Non asymptotic distributional bounds for the Dickman Approximation of the running time of the Quickselect algorithm

Given a non-negative random variable $W$ and $\theta>0$, let the generalized Dickman transformation map the distribution of $W$ to that of $$ W^*=_d U^{1/\theta}(W+1), $$ where $U \sim {\cal U}[0,1]$, a uniformly distributed variable on the unit interval, independent of $W$, and where $=_d$ denotes equality in distribution.
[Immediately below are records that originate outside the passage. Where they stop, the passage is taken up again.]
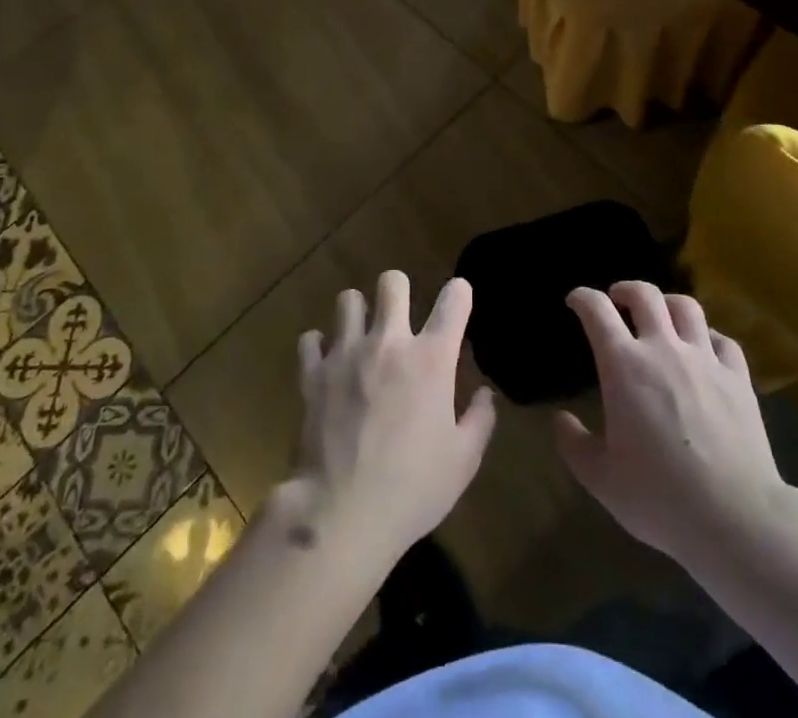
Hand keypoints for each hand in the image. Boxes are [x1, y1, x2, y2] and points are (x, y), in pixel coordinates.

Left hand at [284, 272, 495, 563]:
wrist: (340, 514)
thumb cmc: (411, 489)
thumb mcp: (463, 462)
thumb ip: (480, 420)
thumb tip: (486, 394)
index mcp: (431, 358)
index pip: (454, 299)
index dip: (459, 293)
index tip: (458, 301)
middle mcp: (389, 342)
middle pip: (392, 282)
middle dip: (399, 291)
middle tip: (400, 317)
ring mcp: (347, 354)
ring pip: (348, 300)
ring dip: (358, 314)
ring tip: (361, 337)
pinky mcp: (313, 374)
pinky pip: (311, 339)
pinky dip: (319, 347)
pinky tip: (327, 364)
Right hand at [555, 283, 785, 571]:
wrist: (735, 517)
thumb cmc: (660, 497)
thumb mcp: (601, 479)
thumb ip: (574, 445)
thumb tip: (560, 419)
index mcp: (624, 365)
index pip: (597, 311)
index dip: (583, 298)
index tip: (575, 301)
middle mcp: (663, 349)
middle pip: (644, 295)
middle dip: (626, 290)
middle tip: (617, 300)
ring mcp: (705, 359)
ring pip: (686, 307)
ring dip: (667, 303)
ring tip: (661, 315)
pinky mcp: (738, 378)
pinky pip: (723, 340)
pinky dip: (708, 336)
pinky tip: (704, 349)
It is well known that $W^*$ and $W$ are equal in distribution if and only if $W$ has the generalized Dickman distribution ${\cal D}_\theta$. We demonstrate that the Wasserstein distance $d_1$ between $W$, a non-negative random variable with finite mean, and $D_\theta$ having distribution ${\cal D}_\theta$ obeys the inequality $$ d_1(W,D_\theta) \le (1+\theta)d_1(W,W^*). $$ The specialization of this bound to the case $\theta=1$ and coupling constructions yield $$ d_1(W_{n,1},D) \le \frac{8\log (n/2)+10}{n} \quad \mbox{for all $n \ge 1$, where} \quad W_{n,1}=\frac{1}{n}C_{n,1}-1, $$ and $C_{n,m}$ is the number of comparisons made by the Quickselect algorithm to find the $m^{th}$ smallest element of a list of $n$ distinct numbers. A similar bound holds for $m \ge 2$, and together recover the results of [12] that show distributional convergence of $W_n$ to the standard Dickman distribution in the asymptotic regime $m=o(n)$. By developing an exact expression for the expected running time $E[C_{n,m}]$, lower bounds are provided that show the rate is not improvable for all $m \not = 2$.